Trece trenzas de a tres
Por eso Abelardo lamenta que los suyos son «oficios perdidos», o en trance de desaparecer. Su hija María Jesús intenta aprender al menos sus habilidades con el esparto, pero reconoce que es muy difícil, porque hay que llevar entre manos trece trenzas para componer una pleita ancha, que también se llama llata en valenciano, y cada trenza se compone de tres briznas de esparto. En total, 39 hebras, cada una ha de ir a su sitio, todo a la vez, y luego está lo más complicado: cómo ir añadiendo nuevos espartos conforme se acerca el final de cada uno de ellos. Y mientras el padre sigue en su demostración manual, fácil del todo según aparenta, hablando al mismo tiempo con un amigo, la hija aclara que eso de ir introduciendo en las trenzas nuevas briznas «se hace con los dedos meñiques, que quedan libres, y ahí está la mayor complicación». Pero ella sigue en el empeño, porque no quiere que se pierda este bello oficio en el pueblo, donde en ocasiones se comenta que convendría poner más atención a estas cosas y que se diera pie para que algún joven que quisiera pudiera aprender.

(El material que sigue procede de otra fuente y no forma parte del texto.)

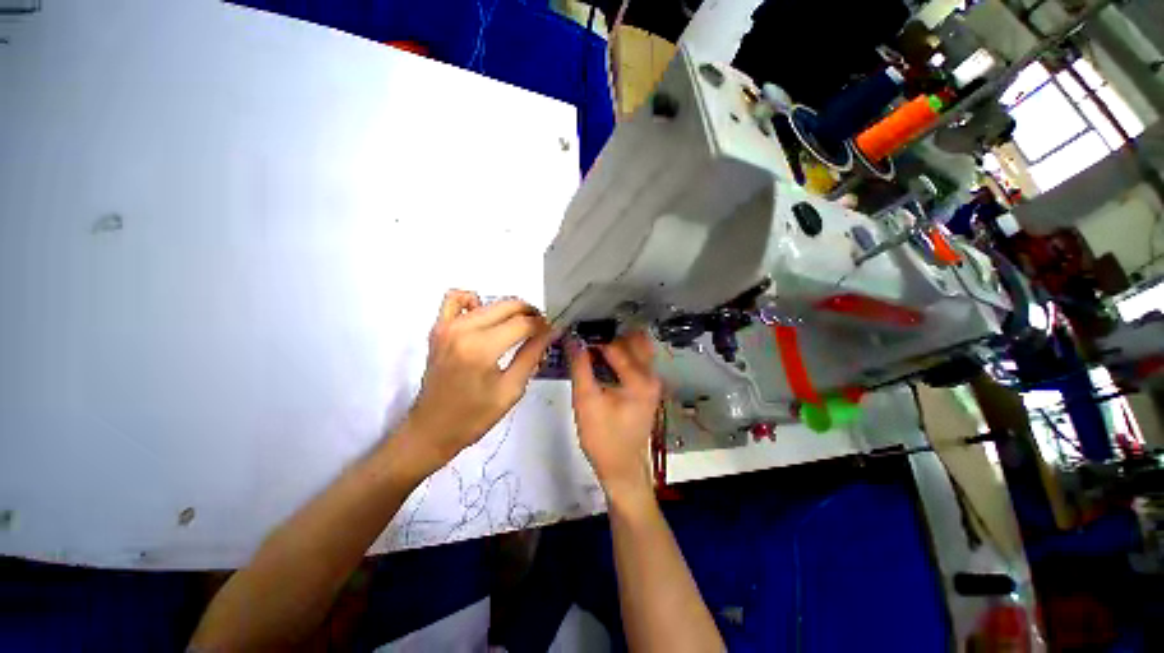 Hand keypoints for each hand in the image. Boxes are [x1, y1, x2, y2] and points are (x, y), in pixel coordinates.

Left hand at [401, 290, 552, 472]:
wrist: (432, 429)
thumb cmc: (474, 417)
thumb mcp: (511, 389)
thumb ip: (532, 355)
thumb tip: (550, 332)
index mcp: (481, 349)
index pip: (523, 324)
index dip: (543, 326)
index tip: (553, 331)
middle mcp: (463, 330)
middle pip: (508, 306)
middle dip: (530, 314)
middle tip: (541, 330)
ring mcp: (447, 326)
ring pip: (489, 302)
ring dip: (510, 310)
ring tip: (519, 326)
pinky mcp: (438, 328)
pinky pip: (455, 299)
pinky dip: (474, 301)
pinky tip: (485, 317)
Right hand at [569, 331, 661, 501]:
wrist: (622, 468)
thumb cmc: (603, 438)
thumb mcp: (585, 401)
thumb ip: (580, 367)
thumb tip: (572, 340)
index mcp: (639, 379)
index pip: (615, 346)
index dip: (594, 339)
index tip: (576, 334)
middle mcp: (651, 376)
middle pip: (633, 341)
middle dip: (610, 335)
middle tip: (586, 336)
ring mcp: (652, 381)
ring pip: (637, 349)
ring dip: (617, 342)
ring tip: (593, 344)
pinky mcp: (647, 387)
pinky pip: (637, 360)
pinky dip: (622, 354)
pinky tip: (603, 357) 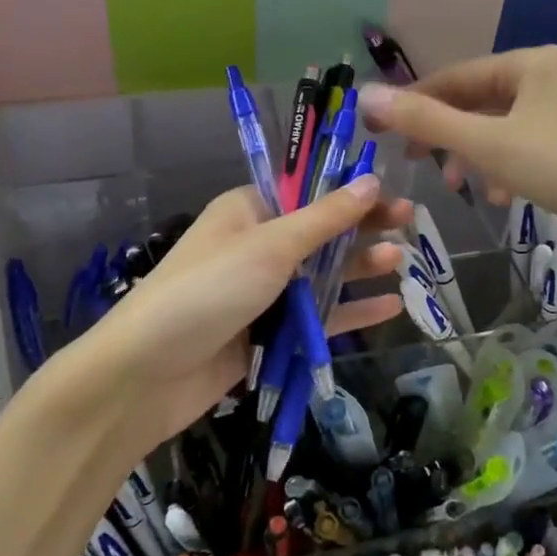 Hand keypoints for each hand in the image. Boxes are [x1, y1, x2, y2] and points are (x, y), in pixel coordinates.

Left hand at [79, 177, 410, 451]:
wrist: (146, 375)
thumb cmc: (207, 291)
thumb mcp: (269, 246)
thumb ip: (324, 218)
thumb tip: (371, 180)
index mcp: (248, 211)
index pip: (307, 190)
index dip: (349, 189)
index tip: (391, 190)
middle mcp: (257, 246)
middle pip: (320, 231)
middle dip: (362, 227)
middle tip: (410, 222)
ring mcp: (263, 292)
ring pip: (322, 275)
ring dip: (359, 267)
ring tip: (400, 261)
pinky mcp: (269, 333)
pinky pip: (317, 316)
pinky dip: (350, 310)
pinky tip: (389, 306)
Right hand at [358, 46, 556, 240]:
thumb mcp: (486, 144)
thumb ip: (426, 121)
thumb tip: (365, 95)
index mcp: (527, 63)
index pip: (454, 77)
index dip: (413, 103)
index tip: (378, 130)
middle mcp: (546, 78)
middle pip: (477, 102)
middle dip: (444, 134)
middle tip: (415, 162)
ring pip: (499, 128)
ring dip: (472, 155)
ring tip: (456, 186)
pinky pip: (523, 148)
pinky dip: (503, 168)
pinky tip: (501, 197) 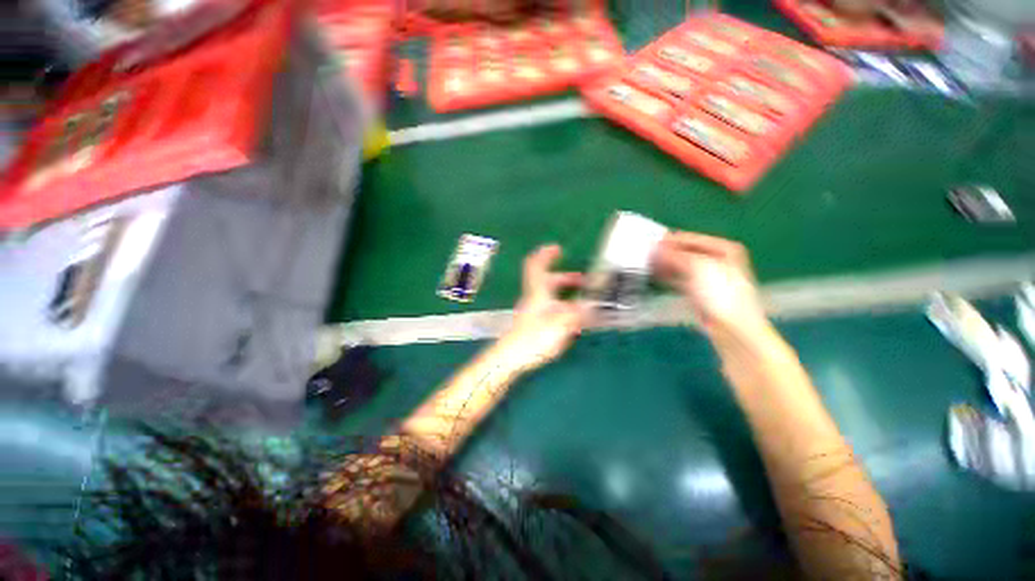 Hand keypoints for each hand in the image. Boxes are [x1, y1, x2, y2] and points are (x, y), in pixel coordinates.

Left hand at [500, 245, 589, 371]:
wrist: (511, 357)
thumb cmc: (534, 336)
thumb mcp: (562, 323)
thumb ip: (579, 313)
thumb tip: (593, 305)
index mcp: (538, 291)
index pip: (536, 266)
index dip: (545, 254)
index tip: (557, 248)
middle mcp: (534, 297)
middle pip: (547, 281)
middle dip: (565, 277)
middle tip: (583, 280)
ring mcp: (532, 311)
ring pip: (550, 296)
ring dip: (566, 293)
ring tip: (584, 301)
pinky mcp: (533, 324)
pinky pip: (550, 309)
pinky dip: (563, 308)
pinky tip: (573, 319)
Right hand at [653, 232, 768, 337]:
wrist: (732, 329)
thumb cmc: (723, 294)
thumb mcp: (699, 267)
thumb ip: (675, 255)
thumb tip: (656, 248)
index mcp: (725, 249)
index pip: (691, 238)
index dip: (670, 240)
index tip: (650, 242)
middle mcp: (718, 261)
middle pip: (686, 252)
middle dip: (667, 253)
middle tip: (646, 253)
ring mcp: (708, 278)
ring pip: (681, 266)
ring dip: (665, 264)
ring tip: (647, 262)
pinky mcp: (699, 293)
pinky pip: (680, 279)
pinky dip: (668, 276)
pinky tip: (656, 274)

El esparto crece de sobra en los montes que rodean Alcublas, como en tantos lugares de las sierras valencianas, donde antaño se aprovechaban al máximo, cuando no cundía el plástico ni se imaginaba nadie que nuestra geografía urbana se inundara de bazares chinos.
Para hacer sus cosas, Abelardo utiliza el esparto tal cual, sin batirlo, conforme lo trae de la montaña, donde puede cogerse «hasta el 15 de febrero, más o menos, porque después ya está brotando y si lo sacas puedes arrancar también los brotes nuevos, y no conviene». Un vecino, Joaquín Cabanes, también amante del valor de las cosas de siempre, saca de su garaje una antigua maceta para batir el esparto y Abelardo explica que eso se hace «si quieres elaborar cosas más finas, como por ejemplo unas esparteñas». El hace tiempo que no hace, porque ya no las usa nadie, pero sabe hacerlas; aprendió de su padre y de su abuelo, como lo demás.

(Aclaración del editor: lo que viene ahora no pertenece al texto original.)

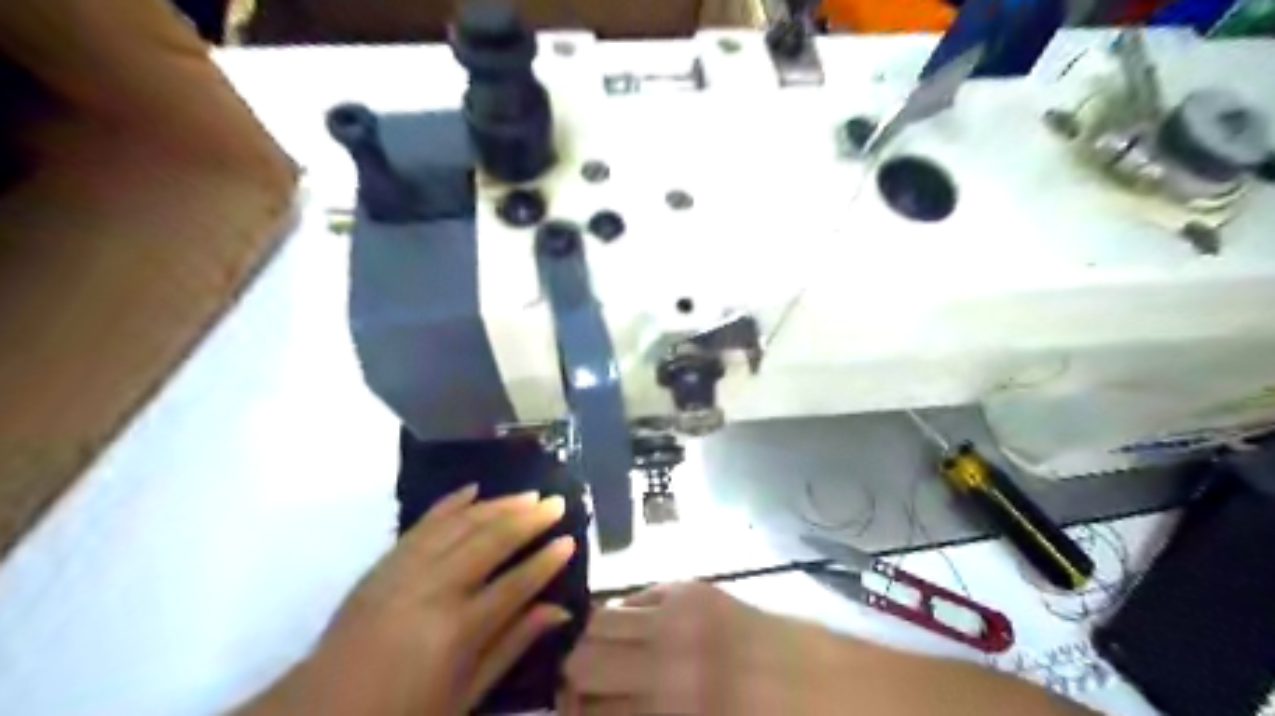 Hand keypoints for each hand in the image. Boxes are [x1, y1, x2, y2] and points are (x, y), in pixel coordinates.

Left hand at [236, 486, 576, 714]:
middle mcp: (435, 590)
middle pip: (491, 542)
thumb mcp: (465, 694)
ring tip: (528, 494)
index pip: (515, 584)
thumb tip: (559, 611)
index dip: (546, 561)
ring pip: (462, 524)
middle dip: (529, 519)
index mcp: (457, 630)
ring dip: (498, 505)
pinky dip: (450, 503)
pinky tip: (473, 489)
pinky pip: (423, 523)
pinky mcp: (385, 562)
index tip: (569, 541)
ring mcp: (406, 570)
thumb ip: (513, 645)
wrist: (319, 712)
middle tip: (556, 503)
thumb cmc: (401, 714)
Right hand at [561, 583, 850, 714]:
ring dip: (593, 644)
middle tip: (585, 695)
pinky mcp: (694, 588)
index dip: (570, 715)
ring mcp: (679, 613)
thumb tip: (597, 711)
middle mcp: (666, 657)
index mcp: (671, 712)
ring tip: (606, 661)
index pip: (586, 710)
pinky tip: (639, 634)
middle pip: (580, 659)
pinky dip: (627, 617)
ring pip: (599, 620)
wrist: (829, 686)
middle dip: (573, 682)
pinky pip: (636, 597)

Su hijo Andrés, que también es agricultor, sabe igualmente injertar y manejar la piedra, aunque la evolución de los tiempos le ha hecho industrializarse, tiene máquinas para coger olivas y almendras y hace toda clase de trabajos en el campo para ganarse bien la vida. Pero al menos por ahí hay garantía de que pervivan estos oficios. También los nietos, Alberto y Jordi, muestran interés en mimar al abuelo y aprender lo que sabe. Alberto dice que su abuelo está tan bien «porque se ha cuidado mucho, no fuma, no bebe, siempre anda haciendo algo por el campo y encima bebe leche de cabra». De las cabras que le regaló él mismo y para las que Abelardo siembra ahora alfalfa, para que se críen bien sanas.
Pero Abelardo confiesa que sí fumó, «y mucho; dos paquetes diarios», cuando era camionero, el ordinario del pueblo, una actividad que dejó a principios de los años setenta para dedicarse por entero al campo y a atender encargos para hacer muros y casas de piedra.
Con el camión, un Ebro al principio, «que apenas frenaba y tenía el volante muy duro», pasó mil peripecias subiendo y bajando el puerto de Alcublas, porque entonces no estaba el trazado de la carretera actual y el firme era de tierra; un barrizal pedregoso en invierno, a veces helado. Total que «eran frecuentes los patinazos y el no poder pasar cuando nevaba; venga a echar ramas de pino bajo las ruedas, a ver si se cogían». Y eso no era nadapara lo que pasó de más joven, cuando iba con carro y caballerías.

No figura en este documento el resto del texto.